In fact, the futures market, which is what really matters, is re-enacting the same behavior as in 2014. Each of these BOND ROUTS!!! following each major “reflation” selloff occur with less and less futures market conviction.

In this latest one, the center of gravity barely shifted to net long, and it did so starting the week of September 5 – when everything else in dollars and “dollars” went nuts. That would seem to indicate a more cautious tone about the market than a significant change in stance.

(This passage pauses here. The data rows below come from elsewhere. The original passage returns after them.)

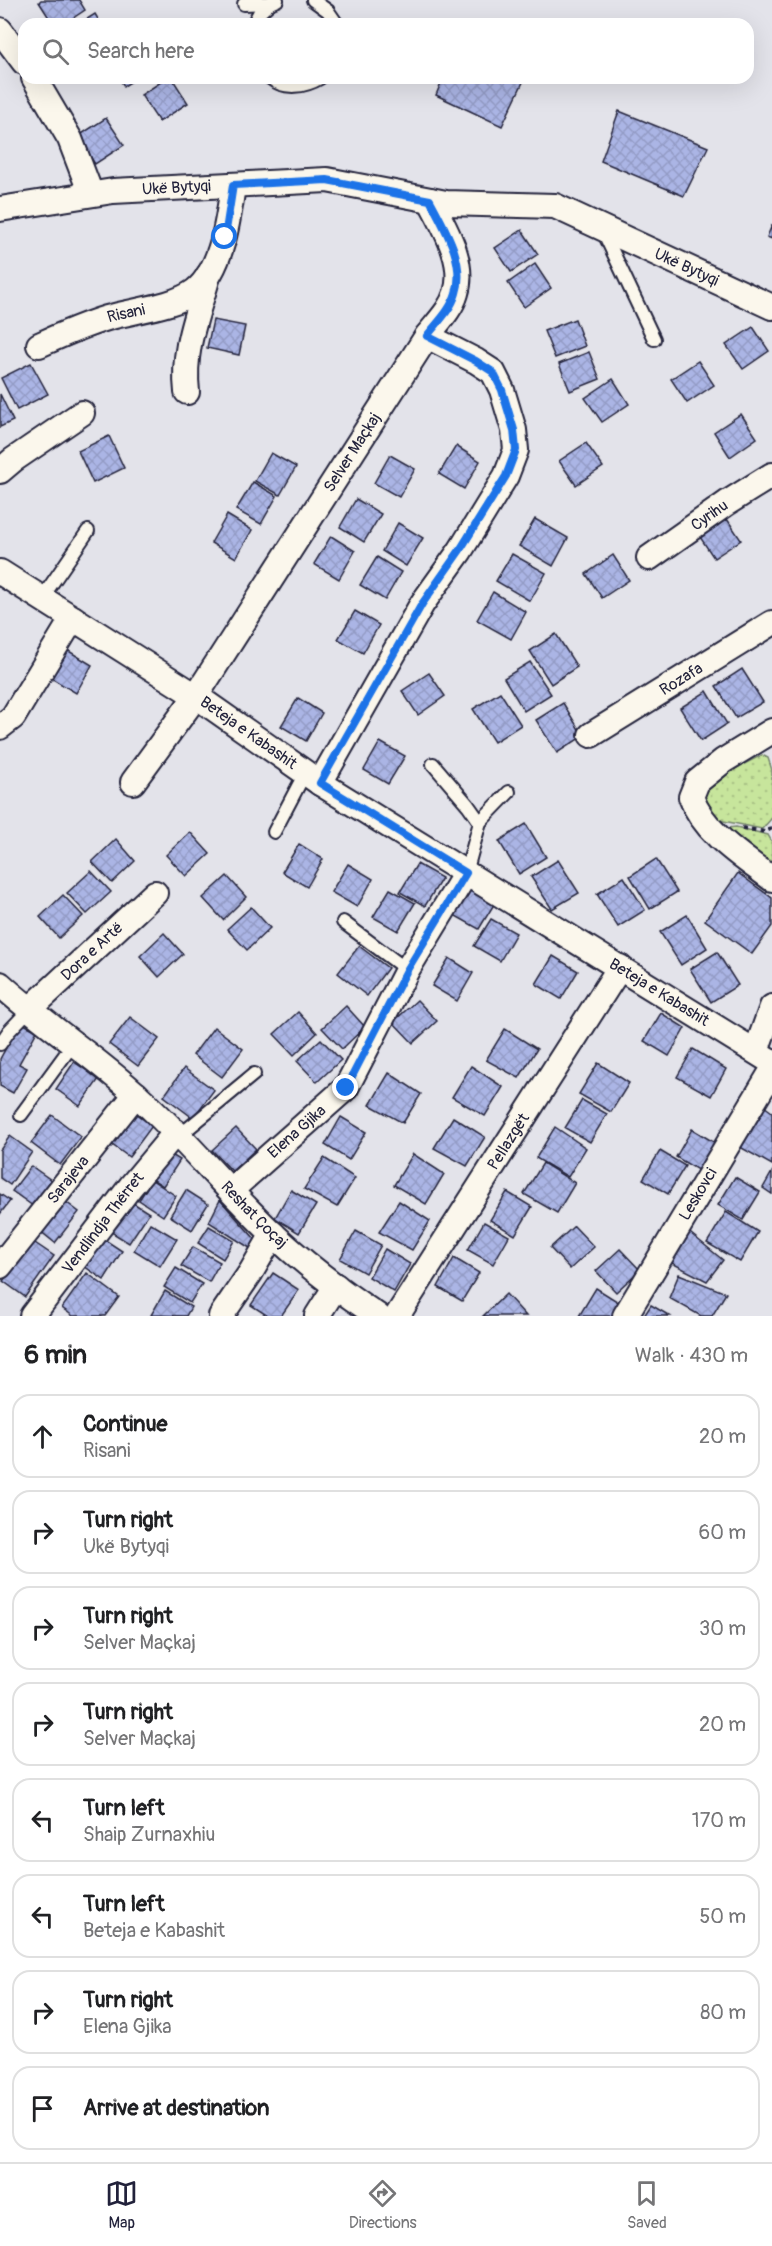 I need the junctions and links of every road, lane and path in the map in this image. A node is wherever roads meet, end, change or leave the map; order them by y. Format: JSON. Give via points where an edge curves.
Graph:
{"nodes":[{"id":1,"x":313,"y":0,"type":"edge"},
{"id":2,"x":274,"y":1,"type":"edge"},
{"id":3,"x":244,"y":4,"type":"dead end"},
{"id":4,"x":256,"y":18,"type":"edge"},
{"id":5,"x":333,"y":18,"type":"edge"},
{"id":6,"x":0,"y":30,"type":"edge"},
{"id":7,"x":18,"y":54,"type":"edge"},
{"id":8,"x":38,"y":84,"type":"edge"},
{"id":9,"x":287,"y":84,"type":"edge"},
{"id":10,"x":305,"y":84,"type":"edge"},
{"id":11,"x":233,"y":185,"type":"junction"},
{"id":12,"x":91,"y":194,"type":"junction"},
{"id":13,"x":430,"y":200,"type":"junction"},
{"id":14,"x":0,"y":209,"type":"edge"},
{"id":15,"x":601,"y":228,"type":"junction"},
{"id":16,"x":208,"y":276,"type":"junction"},
{"id":17,"x":772,"y":307,"type":"edge"},
{"id":18,"x":427,"y":336,"type":"junction"},
{"id":19,"x":654,"y":339,"type":"dead end"},
{"id":20,"x":39,"y":345,"type":"dead end"},
{"id":21,"x":188,"y":392,"type":"dead end"},
{"id":22,"x":82,"y":413,"type":"dead end"},
{"id":23,"x":0,"y":471,"type":"edge"},
{"id":24,"x":772,"y":475,"type":"edge"},
{"id":25,"x":88,"y":531,"type":"dead end"},
{"id":26,"x":649,"y":558,"type":"dead end"},
{"id":27,"x":0,"y":572,"type":"edge"},
{"id":28,"x":42,"y":598,"type":"junction"},
{"id":29,"x":74,"y":618,"type":"junction"},
{"id":30,"x":772,"y":622,"type":"edge"},
{"id":31,"x":196,"y":696,"type":"junction"},
{"id":32,"x":0,"y":728,"type":"edge"},
{"id":33,"x":591,"y":735,"type":"dead end"},
{"id":34,"x":767,"y":735,"type":"edge"},
{"id":35,"x":433,"y":764,"type":"dead end"},
{"id":36,"x":312,"y":778,"type":"junction"},
{"id":37,"x":133,"y":782,"type":"dead end"},
{"id":38,"x":508,"y":792,"type":"dead end"},
{"id":39,"x":480,"y":822,"type":"junction"},
{"id":40,"x":274,"y":832,"type":"dead end"},
{"id":41,"x":466,"y":873,"type":"junction"},
{"id":42,"x":772,"y":879,"type":"edge"},
{"id":43,"x":155,"y":893,"type":"dead end"},
{"id":44,"x":343,"y":922,"type":"dead end"},
{"id":45,"x":620,"y":967,"type":"junction"},
{"id":46,"x":407,"y":970,"type":"junction"},
{"id":47,"x":0,"y":984,"type":"edge"},
{"id":48,"x":772,"y":1007,"type":"edge"},
{"id":49,"x":29,"y":1010,"type":"junction"},
{"id":50,"x":0,"y":1044,"type":"edge"},
{"id":51,"x":73,"y":1044,"type":"junction"},
{"id":52,"x":764,"y":1056,"type":"edge"},
{"id":53,"x":772,"y":1071,"type":"edge"},
{"id":54,"x":254,"y":1074,"type":"dead end"},
{"id":55,"x":136,"y":1094,"type":"junction"},
{"id":56,"x":21,"y":1114,"type":"dead end"},
{"id":57,"x":177,"y":1134,"type":"junction"},
{"id":58,"x":231,"y":1190,"type":"junction"},
{"id":59,"x":273,"y":1234,"type":"junction"},
{"id":60,"x":0,"y":1266,"type":"edge"},
{"id":61,"x":336,"y":1286,"type":"junction"},
{"id":62,"x":32,"y":1316,"type":"edge"},
{"id":63,"x":221,"y":1316,"type":"edge"},
{"id":64,"x":317,"y":1316,"type":"edge"},
{"id":65,"x":378,"y":1316,"type":"edge"},
{"id":66,"x":397,"y":1316,"type":"edge"},
{"id":67,"x":625,"y":1316,"type":"edge"}],
"edges":[{"from":1,"to":5,"type":"lane"},
{"from":2,"to":3,"type":"lane"},
{"from":2,"to":4,"type":"lane"},
{"from":6,"to":7,"type":"street"},
{"from":8,"to":12,"type":"street","via":[[70,139]]},
{"from":9,"to":10,"type":"lane"},
{"from":11,"to":12,"type":"street","name":"Ukë Bytyqi"},
{"from":11,"to":13,"type":"street","name":"Ukë Bytyqi","via":[[327,180]]},
{"from":11,"to":16,"type":"street","name":"Risani","via":[[225,237]]},
{"from":12,"to":14,"type":"street","name":"Ukë Bytyqi"},
{"from":13,"to":15,"type":"street","name":"Ukë Bytyqi","via":[[555,206]]},
{"from":13,"to":18,"type":"street","name":"Selver Maçkaj","via":[[446,231],[459,274],[449,308]]},
{"from":15,"to":17,"type":"street","name":"Ukë Bytyqi"},
{"from":15,"to":19,"type":"lane"},
{"from":16,"to":20,"type":"street","name":"Risani","via":[[195,291],[179,298],[71,330]]},
{"from":16,"to":21,"type":"street","name":"Risani","via":[[188,341]]},
{"from":18,"to":31,"type":"street","name":"Selver Maçkaj"},
{"from":18,"to":36,"type":"street","via":[[493,372],[514,430],[516,450],[506,476],[460,550]]},
{"from":22,"to":23,"type":"street"},
{"from":24,"to":26,"type":"street","name":"Cyrihu"},
{"from":25,"to":28,"type":"lane"},
{"from":27,"to":28,"type":"street","name":"Beteja e Kabashit"},
{"from":28,"to":29,"type":"street","name":"Beteja e Kabashit"},
{"from":29,"to":31,"type":"street","name":"Beteja e Kabashit"},
{"from":29,"to":32,"type":"street","via":[[12,717]]},
{"from":30,"to":33,"type":"street","name":"Rozafa"},
{"from":31,"to":36,"type":"street","name":"Beteja e Kabashit"},
{"from":31,"to":37,"type":"street","name":"Selver Maçkaj"},
{"from":34,"to":42,"type":"street","via":[[697,782],[691,797],[705,823]]},
{"from":35,"to":39,"type":"lane"},
{"from":36,"to":40,"type":"lane"},
{"from":36,"to":41,"type":"street","name":"Beteja e Kabashit"},
{"from":38,"to":39,"type":"lane"},
{"from":39,"to":41,"type":"lane"},
{"from":41,"to":45,"type":"street","name":"Beteja e Kabashit"},
{"from":41,"to":46,"type":"street","name":"Elena Gjika"},
{"from":43,"to":49,"type":"street","name":"Dora e Artë"},
{"from":44,"to":46,"type":"lane"},
{"from":45,"to":52,"type":"street","name":"Beteja e Kabashit"},
{"from":45,"to":66,"type":"street","name":"Pellazgët"},
{"from":46,"to":58,"type":"street","name":"Elena Gjika","via":[[346,1088]]},
{"from":47,"to":49,"type":"street","name":"Reshat Çoçaj"},
{"from":48,"to":52,"type":"street"},
{"from":49,"to":50,"type":"lane"},
{"from":49,"to":51,"type":"street","name":"Reshat Çoçaj"},
{"from":51,"to":55,"type":"street","name":"Reshat Çoçaj"},
{"from":51,"to":56,"type":"lane"},
{"from":53,"to":67,"type":"street","name":"Leskovci"},
{"from":54,"to":57,"type":"lane"},
{"from":55,"to":57,"type":"street","name":"Reshat Çoçaj"},
{"from":55,"to":60,"type":"street","name":"Sarajeva"},
{"from":57,"to":58,"type":"street","name":"Reshat Çoçaj"},
{"from":57,"to":62,"type":"street","name":"Vendlindja Thërret","via":[[131,1186]]},
{"from":58,"to":59,"type":"street","name":"Reshat Çoçaj"},
{"from":59,"to":61,"type":"street","name":"Reshat Çoçaj"},
{"from":59,"to":63,"type":"street"},
{"from":61,"to":64,"type":"street"},
{"from":61,"to":65,"type":"street","name":"Reshat Çoçaj"}]}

Read more

What do low low interest rates actually achieve?

I am in business, low rates have a zero or negative effect, rents are based on the value of the property, so low interest rates create higher rents, rather than lower.

Our company saves earnings, so our stock is funded from retained earnings, no benefit there for us.

Fixed charges such as rates, water, phone, power, insurance have increased significantly, so no benefit from that quarter either.

My kids pay more in weekly payments than when homes were lower priced and interest rates higher. I think due to those with cash (and or a willingness to take on historically high debt levels) place money into property. Despite the rhetoric, beating the low returns curve fixed interest offer.
So no benefit from that quarter.

In some industry and business low interest rates, immigration trickery, (sponsoring rorts, under payment etc) has resulted in intense eye wateringly fierce competition, compounding the low wage economy we now have. That is apart from Council - no hint of a competitive behaviour there.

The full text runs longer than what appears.